‘Excuse me, sir. Seeing as how the VP is such a VIP, shouldn’t we keep the PC on the QT? ’Cause if it leaks to the VC he could end up MIA, and then we’d all be put out in KP.’
How I cheered when Airman Adrian Cronauer mocked Lt Steven Hauk’s fondness for acronyms in Good Morning, Vietnam. Using jargon is an act of unconscionable self-indulgence. It is designed to make the user feel superior while saying not much, and Adrian, played by the late Robin Williams, spoke for millions of cheesed-off employees when he attacked it.
Jargon, acronyms and corporate-speak — all too common in offices — should be banned from schools. But to my horror (I am a teacher in an east London state school) over the decade I’ve been teaching, I’ve seen all sorts of horrible acronyms become common in both the staffroom and the classroom.
SEN, Progress 8, value added, IEP, EBD, FSM, ADD, ADHD, flight paths, EP and EAL. Unless you’ve studied the weird new education language, you haven’t a hope of understanding what teachers — or other people in the education business — are on about, and I sometimes think this is the point. It means baffled parents, who don’t know an FSM from an IEP, can’t hold teachers to account. It’s a far cry from the government’s expressed aim of empowering parents and giving them choice.
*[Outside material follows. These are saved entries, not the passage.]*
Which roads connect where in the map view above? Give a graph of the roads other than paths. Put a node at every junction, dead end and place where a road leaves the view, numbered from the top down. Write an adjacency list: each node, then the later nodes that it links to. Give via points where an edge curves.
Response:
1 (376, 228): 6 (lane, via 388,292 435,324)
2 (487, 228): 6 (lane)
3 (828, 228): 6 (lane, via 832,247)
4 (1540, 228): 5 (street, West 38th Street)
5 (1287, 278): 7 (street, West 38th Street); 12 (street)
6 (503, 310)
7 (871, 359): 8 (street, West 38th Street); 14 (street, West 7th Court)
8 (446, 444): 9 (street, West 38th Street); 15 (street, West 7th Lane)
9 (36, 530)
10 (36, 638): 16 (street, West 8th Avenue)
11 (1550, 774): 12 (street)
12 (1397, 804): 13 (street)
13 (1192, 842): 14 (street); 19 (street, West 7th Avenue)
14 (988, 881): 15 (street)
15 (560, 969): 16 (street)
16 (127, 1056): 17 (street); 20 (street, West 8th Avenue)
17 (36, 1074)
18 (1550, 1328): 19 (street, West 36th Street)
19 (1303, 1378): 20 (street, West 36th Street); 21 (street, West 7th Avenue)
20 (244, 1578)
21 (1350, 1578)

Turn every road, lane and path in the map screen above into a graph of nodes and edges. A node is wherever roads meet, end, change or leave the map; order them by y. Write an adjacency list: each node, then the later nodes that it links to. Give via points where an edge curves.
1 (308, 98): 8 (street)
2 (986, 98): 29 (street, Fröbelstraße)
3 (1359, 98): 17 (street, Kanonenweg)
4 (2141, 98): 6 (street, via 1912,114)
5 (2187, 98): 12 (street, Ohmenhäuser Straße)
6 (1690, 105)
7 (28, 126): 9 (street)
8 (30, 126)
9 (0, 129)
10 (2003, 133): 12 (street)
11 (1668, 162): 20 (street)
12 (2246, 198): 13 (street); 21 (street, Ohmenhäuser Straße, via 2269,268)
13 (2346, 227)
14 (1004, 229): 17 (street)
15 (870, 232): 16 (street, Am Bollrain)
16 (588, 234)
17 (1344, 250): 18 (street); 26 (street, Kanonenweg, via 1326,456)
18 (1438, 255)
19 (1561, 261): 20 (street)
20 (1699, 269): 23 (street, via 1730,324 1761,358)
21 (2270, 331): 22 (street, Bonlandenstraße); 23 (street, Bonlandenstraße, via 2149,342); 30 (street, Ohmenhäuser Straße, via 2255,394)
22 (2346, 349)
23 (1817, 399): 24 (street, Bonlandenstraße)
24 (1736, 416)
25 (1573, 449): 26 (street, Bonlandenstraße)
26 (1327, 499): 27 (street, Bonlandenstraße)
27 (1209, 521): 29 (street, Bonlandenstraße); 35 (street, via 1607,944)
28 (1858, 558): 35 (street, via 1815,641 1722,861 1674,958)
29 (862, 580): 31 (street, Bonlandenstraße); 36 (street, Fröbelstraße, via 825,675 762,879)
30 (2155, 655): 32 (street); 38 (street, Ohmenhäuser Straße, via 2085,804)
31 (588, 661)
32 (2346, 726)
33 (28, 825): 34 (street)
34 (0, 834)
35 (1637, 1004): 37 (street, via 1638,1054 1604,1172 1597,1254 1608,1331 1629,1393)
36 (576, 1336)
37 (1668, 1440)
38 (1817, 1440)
But there’s another, more alarming problem with jargon in education. It means complex problems are pigeonholed and oversimplified and, in the process, misdiagnosed. Take attention deficit hyperactivity disorder (ADHD). If this isn’t a case of the concept leading the response, I don’t know what is. Teachers, teaching assistants (TAs) and pastoral staff are forever stuffing children into the box marked ADHD.